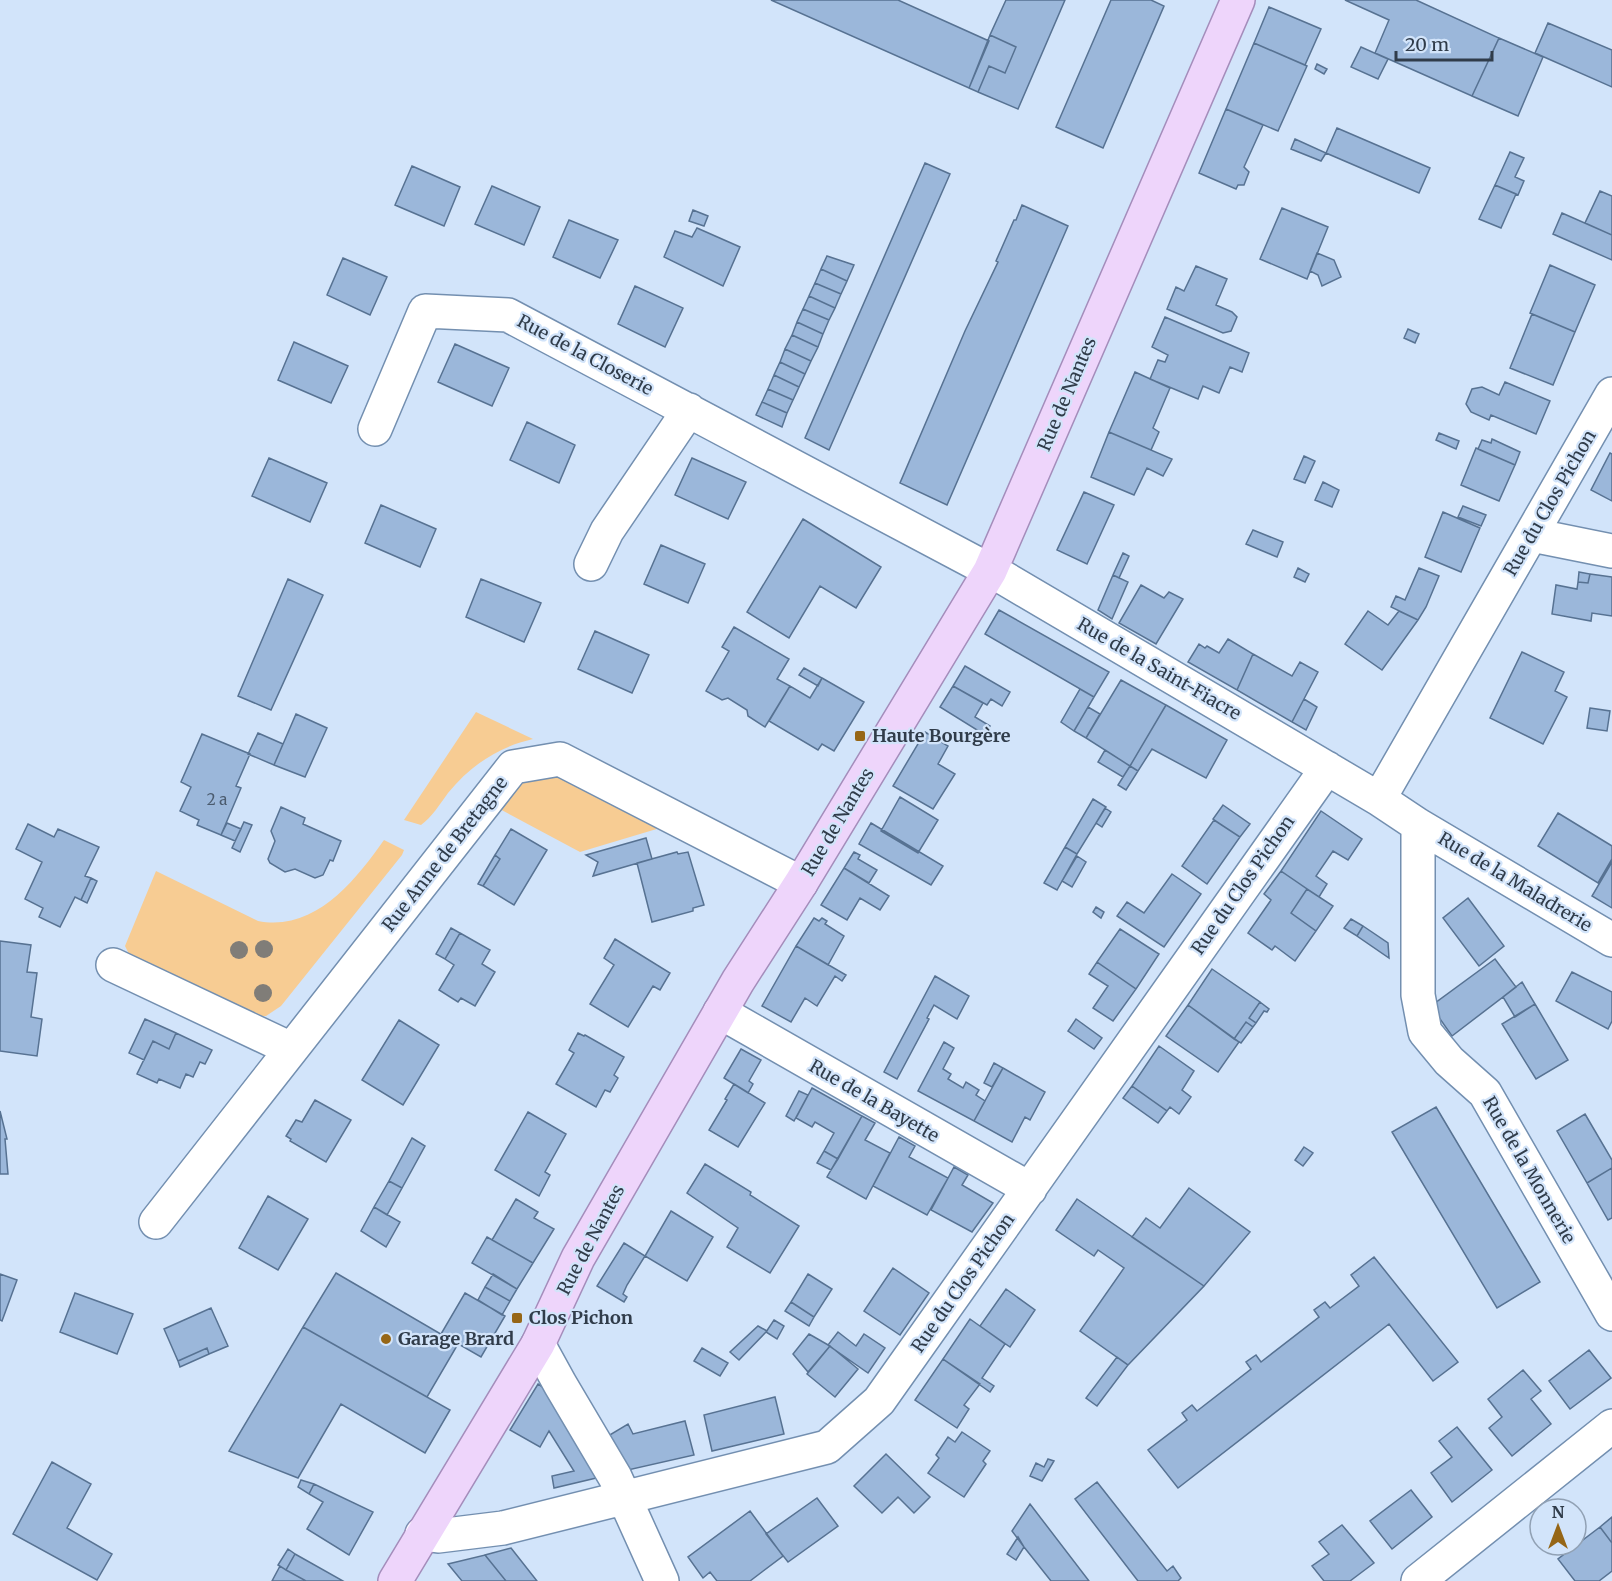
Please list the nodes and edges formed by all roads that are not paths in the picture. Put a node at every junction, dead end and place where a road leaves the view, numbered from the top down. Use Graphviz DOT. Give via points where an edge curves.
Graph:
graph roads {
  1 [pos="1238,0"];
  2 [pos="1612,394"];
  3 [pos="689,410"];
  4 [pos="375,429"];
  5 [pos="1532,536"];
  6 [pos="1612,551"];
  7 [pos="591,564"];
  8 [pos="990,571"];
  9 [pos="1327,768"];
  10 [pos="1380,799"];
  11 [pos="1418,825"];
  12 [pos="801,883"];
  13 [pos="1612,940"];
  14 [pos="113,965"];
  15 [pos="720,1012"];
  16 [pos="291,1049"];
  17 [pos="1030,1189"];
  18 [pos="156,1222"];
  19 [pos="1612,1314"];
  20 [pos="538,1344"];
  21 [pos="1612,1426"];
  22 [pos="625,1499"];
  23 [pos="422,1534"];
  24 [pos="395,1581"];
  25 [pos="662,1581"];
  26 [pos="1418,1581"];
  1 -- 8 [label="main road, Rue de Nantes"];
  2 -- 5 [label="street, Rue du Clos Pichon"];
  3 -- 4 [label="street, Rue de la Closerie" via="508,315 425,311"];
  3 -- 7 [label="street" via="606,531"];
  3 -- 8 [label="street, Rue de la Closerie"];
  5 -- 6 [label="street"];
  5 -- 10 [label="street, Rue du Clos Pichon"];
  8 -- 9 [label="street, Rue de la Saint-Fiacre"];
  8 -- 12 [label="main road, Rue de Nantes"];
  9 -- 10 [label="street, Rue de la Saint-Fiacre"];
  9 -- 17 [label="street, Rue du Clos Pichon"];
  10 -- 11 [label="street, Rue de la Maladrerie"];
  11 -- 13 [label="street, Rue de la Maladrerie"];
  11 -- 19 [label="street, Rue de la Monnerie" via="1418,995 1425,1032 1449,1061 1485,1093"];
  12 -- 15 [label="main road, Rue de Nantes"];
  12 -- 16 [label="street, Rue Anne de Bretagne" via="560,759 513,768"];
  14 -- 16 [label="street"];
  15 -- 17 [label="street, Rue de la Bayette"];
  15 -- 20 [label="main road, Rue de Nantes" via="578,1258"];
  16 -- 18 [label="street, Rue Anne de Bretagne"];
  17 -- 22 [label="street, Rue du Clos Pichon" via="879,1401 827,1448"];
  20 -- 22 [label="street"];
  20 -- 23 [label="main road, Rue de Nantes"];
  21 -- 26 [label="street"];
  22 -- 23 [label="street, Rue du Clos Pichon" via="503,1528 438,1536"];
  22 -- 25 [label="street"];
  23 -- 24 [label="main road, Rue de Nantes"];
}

──────────

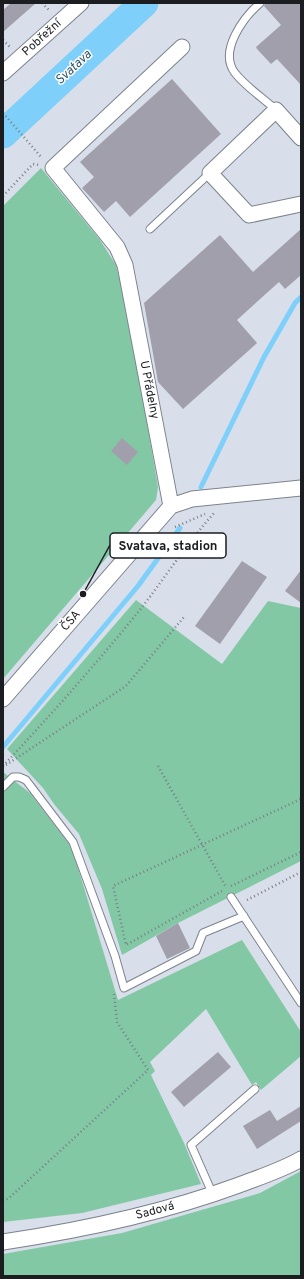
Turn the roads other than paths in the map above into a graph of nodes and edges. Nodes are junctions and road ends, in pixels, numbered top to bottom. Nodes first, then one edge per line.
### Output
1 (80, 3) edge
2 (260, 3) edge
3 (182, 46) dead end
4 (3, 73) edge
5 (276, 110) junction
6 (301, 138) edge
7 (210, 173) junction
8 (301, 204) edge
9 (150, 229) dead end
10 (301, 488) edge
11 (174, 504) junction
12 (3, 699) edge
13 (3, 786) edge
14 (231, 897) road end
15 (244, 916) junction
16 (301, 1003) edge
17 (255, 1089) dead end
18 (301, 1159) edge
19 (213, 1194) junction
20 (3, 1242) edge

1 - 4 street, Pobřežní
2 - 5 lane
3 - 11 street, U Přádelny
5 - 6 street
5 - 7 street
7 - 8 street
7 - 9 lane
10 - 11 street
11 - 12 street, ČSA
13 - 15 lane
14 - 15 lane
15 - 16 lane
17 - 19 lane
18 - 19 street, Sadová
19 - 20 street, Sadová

──────────

• [What you have to do] Working from the entries above, filter out every line that lacks "numbered" and copy what remains.

• [Result of the task]
Please list the nodes and edges formed by all roads that are not paths in the picture. Put a node at every junction, dead end and place where a road leaves the view, numbered from the top down. Use Graphviz DOT. Give via points where an edge curves.
Turn the roads other than paths in the map above into a graph of nodes and edges. Nodes are junctions and road ends, in pixels, numbered top to bottom. Nodes first, then one edge per line.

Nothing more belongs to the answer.